*** Begin section ***

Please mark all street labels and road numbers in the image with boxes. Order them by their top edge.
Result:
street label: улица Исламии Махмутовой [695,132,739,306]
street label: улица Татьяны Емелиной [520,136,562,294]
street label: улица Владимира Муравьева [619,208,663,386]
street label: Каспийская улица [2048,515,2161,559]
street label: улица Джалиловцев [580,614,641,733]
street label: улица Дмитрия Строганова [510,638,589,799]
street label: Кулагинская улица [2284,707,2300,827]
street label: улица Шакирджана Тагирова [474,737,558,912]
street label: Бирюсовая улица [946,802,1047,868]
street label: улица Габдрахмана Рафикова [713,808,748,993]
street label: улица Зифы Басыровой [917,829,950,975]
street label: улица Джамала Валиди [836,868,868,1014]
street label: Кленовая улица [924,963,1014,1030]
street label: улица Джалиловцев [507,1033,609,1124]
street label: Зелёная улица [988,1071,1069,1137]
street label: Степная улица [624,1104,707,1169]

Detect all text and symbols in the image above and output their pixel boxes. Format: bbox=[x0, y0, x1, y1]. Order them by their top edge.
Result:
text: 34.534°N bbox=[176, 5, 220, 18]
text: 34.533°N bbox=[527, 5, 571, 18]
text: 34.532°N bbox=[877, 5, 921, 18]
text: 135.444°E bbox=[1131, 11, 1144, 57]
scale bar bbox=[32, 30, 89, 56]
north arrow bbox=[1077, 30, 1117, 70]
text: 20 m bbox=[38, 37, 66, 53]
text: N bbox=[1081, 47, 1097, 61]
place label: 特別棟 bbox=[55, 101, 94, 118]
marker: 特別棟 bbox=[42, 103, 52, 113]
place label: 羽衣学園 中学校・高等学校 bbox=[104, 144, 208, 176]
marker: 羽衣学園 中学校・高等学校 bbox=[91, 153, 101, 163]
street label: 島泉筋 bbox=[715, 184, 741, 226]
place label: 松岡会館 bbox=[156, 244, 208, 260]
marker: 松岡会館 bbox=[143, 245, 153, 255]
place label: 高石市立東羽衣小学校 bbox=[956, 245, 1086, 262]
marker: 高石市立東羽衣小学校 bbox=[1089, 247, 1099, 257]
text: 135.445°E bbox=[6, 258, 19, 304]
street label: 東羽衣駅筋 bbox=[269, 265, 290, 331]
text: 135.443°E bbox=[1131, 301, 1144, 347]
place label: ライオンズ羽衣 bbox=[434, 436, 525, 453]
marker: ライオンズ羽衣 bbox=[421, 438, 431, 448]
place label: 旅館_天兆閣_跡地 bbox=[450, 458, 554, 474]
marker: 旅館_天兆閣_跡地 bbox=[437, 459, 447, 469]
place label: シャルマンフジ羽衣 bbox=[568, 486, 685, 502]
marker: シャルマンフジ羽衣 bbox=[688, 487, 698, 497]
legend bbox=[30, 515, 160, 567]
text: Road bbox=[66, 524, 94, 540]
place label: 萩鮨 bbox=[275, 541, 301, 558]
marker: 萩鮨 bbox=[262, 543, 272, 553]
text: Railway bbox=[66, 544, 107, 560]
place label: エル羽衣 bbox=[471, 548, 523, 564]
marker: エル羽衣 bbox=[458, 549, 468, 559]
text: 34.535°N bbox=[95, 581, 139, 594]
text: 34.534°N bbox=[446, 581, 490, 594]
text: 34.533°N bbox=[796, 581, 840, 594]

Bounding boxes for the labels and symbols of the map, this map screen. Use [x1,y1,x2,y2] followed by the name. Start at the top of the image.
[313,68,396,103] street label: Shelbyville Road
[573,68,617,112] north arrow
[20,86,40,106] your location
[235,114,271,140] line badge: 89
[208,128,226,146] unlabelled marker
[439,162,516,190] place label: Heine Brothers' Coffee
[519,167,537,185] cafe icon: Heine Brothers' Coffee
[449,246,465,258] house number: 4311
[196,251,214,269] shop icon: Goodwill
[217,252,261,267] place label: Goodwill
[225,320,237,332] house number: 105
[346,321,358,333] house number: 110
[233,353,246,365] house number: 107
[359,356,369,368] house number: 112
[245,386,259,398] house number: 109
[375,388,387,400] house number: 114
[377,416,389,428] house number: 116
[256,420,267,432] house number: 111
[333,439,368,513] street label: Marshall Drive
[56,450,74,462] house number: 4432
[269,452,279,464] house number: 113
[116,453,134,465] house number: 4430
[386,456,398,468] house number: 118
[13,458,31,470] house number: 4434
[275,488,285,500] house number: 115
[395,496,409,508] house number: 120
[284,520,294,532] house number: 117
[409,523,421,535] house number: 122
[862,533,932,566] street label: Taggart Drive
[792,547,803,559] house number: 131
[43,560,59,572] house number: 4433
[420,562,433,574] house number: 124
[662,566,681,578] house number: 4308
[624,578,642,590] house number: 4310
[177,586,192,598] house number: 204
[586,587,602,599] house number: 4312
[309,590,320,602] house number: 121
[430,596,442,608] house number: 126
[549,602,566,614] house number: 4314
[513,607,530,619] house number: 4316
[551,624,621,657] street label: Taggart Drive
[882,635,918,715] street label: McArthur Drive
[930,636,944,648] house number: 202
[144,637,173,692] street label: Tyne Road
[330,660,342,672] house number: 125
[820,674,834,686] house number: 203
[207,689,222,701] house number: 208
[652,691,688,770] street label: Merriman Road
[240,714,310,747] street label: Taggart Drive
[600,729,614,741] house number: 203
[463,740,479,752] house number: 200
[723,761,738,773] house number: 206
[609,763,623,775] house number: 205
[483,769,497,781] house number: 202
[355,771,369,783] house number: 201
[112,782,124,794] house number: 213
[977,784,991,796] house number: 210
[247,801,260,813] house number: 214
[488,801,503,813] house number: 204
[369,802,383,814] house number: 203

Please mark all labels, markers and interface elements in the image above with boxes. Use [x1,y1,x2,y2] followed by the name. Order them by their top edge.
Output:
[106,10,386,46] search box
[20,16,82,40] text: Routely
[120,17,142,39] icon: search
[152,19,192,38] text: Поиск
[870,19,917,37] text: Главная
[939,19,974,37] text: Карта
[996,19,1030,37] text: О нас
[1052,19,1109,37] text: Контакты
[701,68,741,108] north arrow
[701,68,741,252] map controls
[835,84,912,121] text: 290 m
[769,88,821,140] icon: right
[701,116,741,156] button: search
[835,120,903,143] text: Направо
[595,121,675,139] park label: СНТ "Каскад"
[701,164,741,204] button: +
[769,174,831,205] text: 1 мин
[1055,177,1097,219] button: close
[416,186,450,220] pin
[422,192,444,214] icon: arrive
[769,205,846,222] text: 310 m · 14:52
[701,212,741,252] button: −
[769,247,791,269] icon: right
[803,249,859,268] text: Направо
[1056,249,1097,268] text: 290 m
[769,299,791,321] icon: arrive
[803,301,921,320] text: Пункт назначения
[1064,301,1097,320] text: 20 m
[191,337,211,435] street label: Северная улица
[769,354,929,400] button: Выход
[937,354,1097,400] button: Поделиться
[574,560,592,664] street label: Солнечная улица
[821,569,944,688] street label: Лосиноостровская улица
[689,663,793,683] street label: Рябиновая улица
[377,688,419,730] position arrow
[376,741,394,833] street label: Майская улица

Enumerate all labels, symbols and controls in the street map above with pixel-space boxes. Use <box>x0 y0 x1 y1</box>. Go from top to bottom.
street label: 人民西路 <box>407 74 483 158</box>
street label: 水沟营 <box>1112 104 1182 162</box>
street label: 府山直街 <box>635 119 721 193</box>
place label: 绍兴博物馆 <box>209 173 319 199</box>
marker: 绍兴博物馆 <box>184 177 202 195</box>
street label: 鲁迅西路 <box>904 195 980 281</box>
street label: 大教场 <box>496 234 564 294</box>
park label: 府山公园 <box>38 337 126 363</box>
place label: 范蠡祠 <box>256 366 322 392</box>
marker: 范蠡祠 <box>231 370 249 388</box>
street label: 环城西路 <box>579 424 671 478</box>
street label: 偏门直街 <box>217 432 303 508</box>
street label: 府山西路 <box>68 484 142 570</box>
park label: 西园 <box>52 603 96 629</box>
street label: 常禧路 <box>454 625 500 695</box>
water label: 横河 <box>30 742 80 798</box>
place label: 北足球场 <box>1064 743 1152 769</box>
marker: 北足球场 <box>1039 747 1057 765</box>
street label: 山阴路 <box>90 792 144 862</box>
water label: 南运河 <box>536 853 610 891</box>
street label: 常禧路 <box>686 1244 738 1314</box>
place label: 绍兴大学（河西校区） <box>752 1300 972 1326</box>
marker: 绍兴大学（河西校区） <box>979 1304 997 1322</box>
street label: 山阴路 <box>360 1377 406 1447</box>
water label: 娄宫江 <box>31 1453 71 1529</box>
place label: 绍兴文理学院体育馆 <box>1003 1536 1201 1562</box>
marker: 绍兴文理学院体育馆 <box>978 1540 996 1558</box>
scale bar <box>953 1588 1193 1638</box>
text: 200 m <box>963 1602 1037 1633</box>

*** End section ***

Copy out each line carrying the string "Джалиловцев" from the data.

street label: улица Джалиловцев [580,614,641,733]
street label: улица Джалиловцев [507,1033,609,1124]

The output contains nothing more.